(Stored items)
__________________________________________________
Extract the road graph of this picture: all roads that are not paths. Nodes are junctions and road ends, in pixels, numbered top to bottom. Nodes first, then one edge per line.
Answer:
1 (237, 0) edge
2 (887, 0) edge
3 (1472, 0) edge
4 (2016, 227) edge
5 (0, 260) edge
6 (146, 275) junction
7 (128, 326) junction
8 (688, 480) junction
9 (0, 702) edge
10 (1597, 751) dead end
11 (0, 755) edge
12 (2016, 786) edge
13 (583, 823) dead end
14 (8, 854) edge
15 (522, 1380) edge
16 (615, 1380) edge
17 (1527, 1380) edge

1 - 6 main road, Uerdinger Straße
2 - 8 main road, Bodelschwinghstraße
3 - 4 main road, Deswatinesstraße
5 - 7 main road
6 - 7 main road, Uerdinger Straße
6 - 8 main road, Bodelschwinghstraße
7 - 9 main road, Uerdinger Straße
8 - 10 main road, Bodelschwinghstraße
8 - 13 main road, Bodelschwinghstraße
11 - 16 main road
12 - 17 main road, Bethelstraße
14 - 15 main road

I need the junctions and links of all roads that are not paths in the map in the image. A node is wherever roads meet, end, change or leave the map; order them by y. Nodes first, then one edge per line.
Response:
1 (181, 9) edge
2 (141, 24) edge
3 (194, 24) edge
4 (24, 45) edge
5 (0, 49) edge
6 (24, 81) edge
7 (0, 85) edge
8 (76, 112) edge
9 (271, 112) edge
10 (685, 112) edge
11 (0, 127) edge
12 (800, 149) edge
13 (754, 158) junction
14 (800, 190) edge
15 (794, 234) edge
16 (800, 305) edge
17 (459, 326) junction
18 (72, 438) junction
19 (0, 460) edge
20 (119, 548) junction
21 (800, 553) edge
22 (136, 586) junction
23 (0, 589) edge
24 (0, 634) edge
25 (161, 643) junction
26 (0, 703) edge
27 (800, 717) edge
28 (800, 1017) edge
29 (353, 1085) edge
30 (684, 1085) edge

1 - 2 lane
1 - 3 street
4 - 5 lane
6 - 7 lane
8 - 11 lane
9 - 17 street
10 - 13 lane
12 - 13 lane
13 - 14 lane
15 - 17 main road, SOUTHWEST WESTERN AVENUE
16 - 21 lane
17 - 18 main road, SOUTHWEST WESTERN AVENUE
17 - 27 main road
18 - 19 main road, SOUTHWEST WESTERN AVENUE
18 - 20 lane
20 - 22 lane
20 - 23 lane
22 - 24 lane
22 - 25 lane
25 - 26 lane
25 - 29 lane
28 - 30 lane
__________________________________________________
(Aim of the task) Reproduce all records exactly, without omissions.

(Solution for this task)
Extract the road graph of this picture: all roads that are not paths. Nodes are junctions and road ends, in pixels, numbered top to bottom. Nodes first, then one edge per line.
Answer:
1 (237, 0) edge
2 (887, 0) edge
3 (1472, 0) edge
4 (2016, 227) edge
5 (0, 260) edge
6 (146, 275) junction
7 (128, 326) junction
8 (688, 480) junction
9 (0, 702) edge
10 (1597, 751) dead end
11 (0, 755) edge
12 (2016, 786) edge
13 (583, 823) dead end
14 (8, 854) edge
15 (522, 1380) edge
16 (615, 1380) edge
17 (1527, 1380) edge

1 - 6 main road, Uerdinger Straße
2 - 8 main road, Bodelschwinghstraße
3 - 4 main road, Deswatinesstraße
5 - 7 main road
6 - 7 main road, Uerdinger Straße
6 - 8 main road, Bodelschwinghstraße
7 - 9 main road, Uerdinger Straße
8 - 10 main road, Bodelschwinghstraße
8 - 13 main road, Bodelschwinghstraße
11 - 16 main road
12 - 17 main road, Bethelstraße
14 - 15 main road

I need the junctions and links of all roads that are not paths in the map in the image. A node is wherever roads meet, end, change or leave the map; order them by y. Nodes first, then one edge per line.
Response:
1 (181, 9) edge
2 (141, 24) edge
3 (194, 24) edge
4 (24, 45) edge
5 (0, 49) edge
6 (24, 81) edge
7 (0, 85) edge
8 (76, 112) edge
9 (271, 112) edge
10 (685, 112) edge
11 (0, 127) edge
12 (800, 149) edge
13 (754, 158) junction
14 (800, 190) edge
15 (794, 234) edge
16 (800, 305) edge
17 (459, 326) junction
18 (72, 438) junction
19 (0, 460) edge
20 (119, 548) junction
21 (800, 553) edge
22 (136, 586) junction
23 (0, 589) edge
24 (0, 634) edge
25 (161, 643) junction
26 (0, 703) edge
27 (800, 717) edge
28 (800, 1017) edge
29 (353, 1085) edge
30 (684, 1085) edge

1 - 2 lane
1 - 3 street
4 - 5 lane
6 - 7 lane
8 - 11 lane
9 - 17 street
10 - 13 lane
12 - 13 lane
13 - 14 lane
15 - 17 main road, SOUTHWEST WESTERN AVENUE
16 - 21 lane
17 - 18 main road, SOUTHWEST WESTERN AVENUE
17 - 27 main road
18 - 19 main road, SOUTHWEST WESTERN AVENUE
18 - 20 lane
20 - 22 lane
20 - 23 lane
22 - 24 lane
22 - 25 lane
25 - 26 lane
25 - 29 lane
28 - 30 lane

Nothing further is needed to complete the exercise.